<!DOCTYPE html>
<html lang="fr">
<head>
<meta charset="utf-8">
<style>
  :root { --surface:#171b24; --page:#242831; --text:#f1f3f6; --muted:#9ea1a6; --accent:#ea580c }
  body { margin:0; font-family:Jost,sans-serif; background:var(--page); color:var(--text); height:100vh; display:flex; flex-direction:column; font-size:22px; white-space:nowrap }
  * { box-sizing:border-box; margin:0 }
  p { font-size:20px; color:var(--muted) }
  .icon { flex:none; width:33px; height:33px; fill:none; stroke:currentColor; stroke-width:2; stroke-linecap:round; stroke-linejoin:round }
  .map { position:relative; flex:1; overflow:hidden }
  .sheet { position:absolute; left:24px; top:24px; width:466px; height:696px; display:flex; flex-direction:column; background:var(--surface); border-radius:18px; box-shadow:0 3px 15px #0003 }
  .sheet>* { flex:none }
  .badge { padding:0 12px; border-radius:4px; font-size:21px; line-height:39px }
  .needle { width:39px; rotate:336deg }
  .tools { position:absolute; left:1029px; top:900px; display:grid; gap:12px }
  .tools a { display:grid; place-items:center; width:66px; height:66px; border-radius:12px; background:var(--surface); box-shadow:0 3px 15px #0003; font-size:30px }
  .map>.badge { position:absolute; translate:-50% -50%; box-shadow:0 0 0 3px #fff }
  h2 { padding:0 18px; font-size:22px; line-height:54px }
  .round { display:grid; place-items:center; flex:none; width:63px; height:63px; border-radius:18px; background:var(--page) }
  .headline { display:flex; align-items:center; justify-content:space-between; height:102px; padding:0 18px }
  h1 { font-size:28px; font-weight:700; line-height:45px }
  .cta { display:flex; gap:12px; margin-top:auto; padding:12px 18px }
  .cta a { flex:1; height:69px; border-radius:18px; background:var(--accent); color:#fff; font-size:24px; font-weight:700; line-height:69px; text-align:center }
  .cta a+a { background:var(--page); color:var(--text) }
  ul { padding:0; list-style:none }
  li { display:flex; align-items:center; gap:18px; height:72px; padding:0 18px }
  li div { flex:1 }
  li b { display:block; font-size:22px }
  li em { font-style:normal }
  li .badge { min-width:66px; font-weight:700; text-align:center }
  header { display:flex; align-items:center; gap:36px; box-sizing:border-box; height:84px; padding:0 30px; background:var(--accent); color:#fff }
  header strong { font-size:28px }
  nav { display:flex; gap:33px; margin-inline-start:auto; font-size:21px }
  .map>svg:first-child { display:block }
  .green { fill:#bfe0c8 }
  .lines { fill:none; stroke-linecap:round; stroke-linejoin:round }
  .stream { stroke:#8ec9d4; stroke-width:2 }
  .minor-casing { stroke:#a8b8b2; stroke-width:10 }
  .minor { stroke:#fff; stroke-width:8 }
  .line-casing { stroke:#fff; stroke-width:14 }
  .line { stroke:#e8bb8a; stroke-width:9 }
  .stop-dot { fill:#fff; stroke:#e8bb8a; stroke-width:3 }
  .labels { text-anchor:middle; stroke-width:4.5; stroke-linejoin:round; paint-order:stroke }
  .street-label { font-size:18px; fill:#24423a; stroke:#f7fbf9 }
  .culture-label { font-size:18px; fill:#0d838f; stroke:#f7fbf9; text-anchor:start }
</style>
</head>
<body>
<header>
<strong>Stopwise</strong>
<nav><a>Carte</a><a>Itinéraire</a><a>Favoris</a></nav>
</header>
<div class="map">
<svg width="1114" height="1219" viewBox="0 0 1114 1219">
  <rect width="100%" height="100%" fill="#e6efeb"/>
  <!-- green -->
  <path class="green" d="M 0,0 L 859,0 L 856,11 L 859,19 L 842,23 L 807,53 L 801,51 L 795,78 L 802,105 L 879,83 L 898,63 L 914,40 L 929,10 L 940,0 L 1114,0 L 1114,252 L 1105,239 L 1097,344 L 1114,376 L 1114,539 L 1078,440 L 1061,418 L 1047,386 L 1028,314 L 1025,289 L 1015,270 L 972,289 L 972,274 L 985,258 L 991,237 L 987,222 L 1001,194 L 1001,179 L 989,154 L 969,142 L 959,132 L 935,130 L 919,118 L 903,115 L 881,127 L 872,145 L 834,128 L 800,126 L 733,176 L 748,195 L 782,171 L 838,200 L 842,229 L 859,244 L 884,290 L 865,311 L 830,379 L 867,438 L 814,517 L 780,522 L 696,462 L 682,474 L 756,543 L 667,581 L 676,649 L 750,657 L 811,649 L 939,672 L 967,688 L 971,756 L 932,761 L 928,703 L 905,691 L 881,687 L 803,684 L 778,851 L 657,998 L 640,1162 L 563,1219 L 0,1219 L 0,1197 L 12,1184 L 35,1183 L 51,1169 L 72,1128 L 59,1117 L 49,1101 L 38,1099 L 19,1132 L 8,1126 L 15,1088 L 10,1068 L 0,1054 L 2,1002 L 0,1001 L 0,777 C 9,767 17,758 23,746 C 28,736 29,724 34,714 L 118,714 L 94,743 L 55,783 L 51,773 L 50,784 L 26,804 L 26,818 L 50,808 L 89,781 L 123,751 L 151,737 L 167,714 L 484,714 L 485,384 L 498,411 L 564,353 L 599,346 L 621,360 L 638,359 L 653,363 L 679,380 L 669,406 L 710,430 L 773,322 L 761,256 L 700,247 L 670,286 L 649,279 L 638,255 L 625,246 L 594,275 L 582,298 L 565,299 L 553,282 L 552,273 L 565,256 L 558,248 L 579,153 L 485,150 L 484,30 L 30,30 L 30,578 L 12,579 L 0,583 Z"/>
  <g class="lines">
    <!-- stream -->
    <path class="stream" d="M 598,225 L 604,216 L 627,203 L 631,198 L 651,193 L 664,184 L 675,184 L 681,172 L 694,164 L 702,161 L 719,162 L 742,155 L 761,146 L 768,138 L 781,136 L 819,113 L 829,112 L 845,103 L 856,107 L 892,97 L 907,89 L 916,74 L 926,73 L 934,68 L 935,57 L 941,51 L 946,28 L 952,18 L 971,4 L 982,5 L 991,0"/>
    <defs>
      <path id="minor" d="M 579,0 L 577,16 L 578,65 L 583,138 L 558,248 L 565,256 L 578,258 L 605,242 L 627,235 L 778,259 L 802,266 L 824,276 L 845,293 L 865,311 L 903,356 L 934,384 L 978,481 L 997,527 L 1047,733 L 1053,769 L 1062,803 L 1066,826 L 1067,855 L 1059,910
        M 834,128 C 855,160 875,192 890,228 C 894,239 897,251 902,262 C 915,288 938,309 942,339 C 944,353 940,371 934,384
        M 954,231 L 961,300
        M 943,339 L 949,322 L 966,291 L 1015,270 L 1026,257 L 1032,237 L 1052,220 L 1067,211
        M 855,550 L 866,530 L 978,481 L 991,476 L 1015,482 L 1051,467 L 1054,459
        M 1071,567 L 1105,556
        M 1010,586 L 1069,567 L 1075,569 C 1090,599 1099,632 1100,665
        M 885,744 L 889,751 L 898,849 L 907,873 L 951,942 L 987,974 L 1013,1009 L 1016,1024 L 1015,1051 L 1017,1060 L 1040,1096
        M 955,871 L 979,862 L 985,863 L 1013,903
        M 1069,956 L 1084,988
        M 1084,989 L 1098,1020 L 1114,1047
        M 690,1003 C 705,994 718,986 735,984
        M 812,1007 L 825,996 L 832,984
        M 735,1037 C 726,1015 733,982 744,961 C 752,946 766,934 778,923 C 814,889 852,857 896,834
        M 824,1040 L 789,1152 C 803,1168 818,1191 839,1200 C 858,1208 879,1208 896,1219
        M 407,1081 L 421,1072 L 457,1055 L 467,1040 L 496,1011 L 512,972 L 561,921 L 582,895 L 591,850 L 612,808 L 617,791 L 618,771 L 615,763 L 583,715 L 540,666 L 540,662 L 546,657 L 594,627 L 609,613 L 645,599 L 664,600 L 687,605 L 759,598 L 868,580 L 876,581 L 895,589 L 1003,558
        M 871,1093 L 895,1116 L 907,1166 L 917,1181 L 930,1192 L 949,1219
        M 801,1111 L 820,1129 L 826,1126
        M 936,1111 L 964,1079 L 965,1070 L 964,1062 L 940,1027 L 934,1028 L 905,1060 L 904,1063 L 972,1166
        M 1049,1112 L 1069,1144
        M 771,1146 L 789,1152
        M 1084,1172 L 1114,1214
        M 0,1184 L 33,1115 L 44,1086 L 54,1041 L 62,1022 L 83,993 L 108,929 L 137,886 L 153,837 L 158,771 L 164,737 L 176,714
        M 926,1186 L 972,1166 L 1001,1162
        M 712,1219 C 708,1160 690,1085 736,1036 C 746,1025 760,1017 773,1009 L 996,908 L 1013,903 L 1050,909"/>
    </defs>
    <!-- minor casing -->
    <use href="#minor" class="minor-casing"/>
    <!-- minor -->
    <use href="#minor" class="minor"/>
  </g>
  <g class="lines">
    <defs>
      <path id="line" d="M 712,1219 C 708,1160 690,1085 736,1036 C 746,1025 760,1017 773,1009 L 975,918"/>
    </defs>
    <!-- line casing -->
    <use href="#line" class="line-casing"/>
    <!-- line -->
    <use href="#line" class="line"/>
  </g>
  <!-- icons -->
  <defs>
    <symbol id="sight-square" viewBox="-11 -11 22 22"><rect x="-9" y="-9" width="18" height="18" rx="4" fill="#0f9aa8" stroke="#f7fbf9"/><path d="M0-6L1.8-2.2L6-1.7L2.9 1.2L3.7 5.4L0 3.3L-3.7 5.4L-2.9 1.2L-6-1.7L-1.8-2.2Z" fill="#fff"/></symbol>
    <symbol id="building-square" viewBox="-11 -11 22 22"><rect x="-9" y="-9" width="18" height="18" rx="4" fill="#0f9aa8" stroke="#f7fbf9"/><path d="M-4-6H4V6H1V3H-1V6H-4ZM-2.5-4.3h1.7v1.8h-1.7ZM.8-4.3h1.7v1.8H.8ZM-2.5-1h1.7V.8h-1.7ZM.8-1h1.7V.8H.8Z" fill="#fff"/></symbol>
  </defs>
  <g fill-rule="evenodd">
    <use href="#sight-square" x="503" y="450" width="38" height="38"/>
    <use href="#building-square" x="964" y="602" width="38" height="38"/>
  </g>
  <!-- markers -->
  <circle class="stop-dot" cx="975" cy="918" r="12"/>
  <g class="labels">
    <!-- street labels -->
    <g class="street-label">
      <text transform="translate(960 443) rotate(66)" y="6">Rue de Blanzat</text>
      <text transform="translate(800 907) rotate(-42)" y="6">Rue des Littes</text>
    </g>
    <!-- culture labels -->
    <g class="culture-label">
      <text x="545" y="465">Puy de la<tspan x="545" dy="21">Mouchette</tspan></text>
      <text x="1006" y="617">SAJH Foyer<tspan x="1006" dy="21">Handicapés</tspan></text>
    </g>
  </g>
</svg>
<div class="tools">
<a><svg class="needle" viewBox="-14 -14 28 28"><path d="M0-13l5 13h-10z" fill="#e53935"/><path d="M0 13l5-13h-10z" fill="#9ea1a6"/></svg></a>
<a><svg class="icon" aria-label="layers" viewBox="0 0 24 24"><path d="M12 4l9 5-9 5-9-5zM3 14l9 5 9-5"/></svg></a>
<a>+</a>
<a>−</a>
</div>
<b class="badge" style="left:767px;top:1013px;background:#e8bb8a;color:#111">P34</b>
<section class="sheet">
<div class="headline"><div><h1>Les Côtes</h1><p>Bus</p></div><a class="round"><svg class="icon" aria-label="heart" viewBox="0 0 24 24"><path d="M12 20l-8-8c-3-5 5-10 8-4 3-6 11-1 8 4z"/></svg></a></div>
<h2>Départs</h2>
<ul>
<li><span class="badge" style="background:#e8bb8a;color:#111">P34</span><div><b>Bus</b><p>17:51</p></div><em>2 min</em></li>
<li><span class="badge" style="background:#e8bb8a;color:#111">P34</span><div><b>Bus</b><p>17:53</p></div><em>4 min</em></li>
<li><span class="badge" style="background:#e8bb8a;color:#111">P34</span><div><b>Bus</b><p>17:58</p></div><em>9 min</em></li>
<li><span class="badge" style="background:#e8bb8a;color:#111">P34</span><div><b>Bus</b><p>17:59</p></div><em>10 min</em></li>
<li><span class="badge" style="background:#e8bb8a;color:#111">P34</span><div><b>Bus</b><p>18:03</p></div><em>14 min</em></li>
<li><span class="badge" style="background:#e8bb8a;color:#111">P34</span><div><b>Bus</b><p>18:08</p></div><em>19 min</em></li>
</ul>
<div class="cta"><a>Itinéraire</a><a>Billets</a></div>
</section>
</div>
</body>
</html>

---

▸ What the exercise asks
All that belongs in the answer is an exact copy of the lines from the start of the records above through the line with "padding:0 18px; font-size:22px;".

▸ Result of the task
<!DOCTYPE html>
<html lang="fr">
<head>
<meta charset="utf-8">
<style>
  :root { --surface:#171b24; --page:#242831; --text:#f1f3f6; --muted:#9ea1a6; --accent:#ea580c }
  body { margin:0; font-family:Jost,sans-serif; background:var(--page); color:var(--text); height:100vh; display:flex; flex-direction:column; font-size:22px; white-space:nowrap }
  * { box-sizing:border-box; margin:0 }
  p { font-size:20px; color:var(--muted) }
  .icon { flex:none; width:33px; height:33px; fill:none; stroke:currentColor; stroke-width:2; stroke-linecap:round; stroke-linejoin:round }
  .map { position:relative; flex:1; overflow:hidden }
  .sheet { position:absolute; left:24px; top:24px; width:466px; height:696px; display:flex; flex-direction:column; background:var(--surface); border-radius:18px; box-shadow:0 3px 15px #0003 }
  .sheet>* { flex:none }
  .badge { padding:0 12px; border-radius:4px; font-size:21px; line-height:39px }
  .needle { width:39px; rotate:336deg }
  .tools { position:absolute; left:1029px; top:900px; display:grid; gap:12px }
  .tools a { display:grid; place-items:center; width:66px; height:66px; border-radius:12px; background:var(--surface); box-shadow:0 3px 15px #0003; font-size:30px }
  .map>.badge { position:absolute; translate:-50% -50%; box-shadow:0 0 0 3px #fff }
  h2 { padding:0 18px; font-size:22px; line-height:54px }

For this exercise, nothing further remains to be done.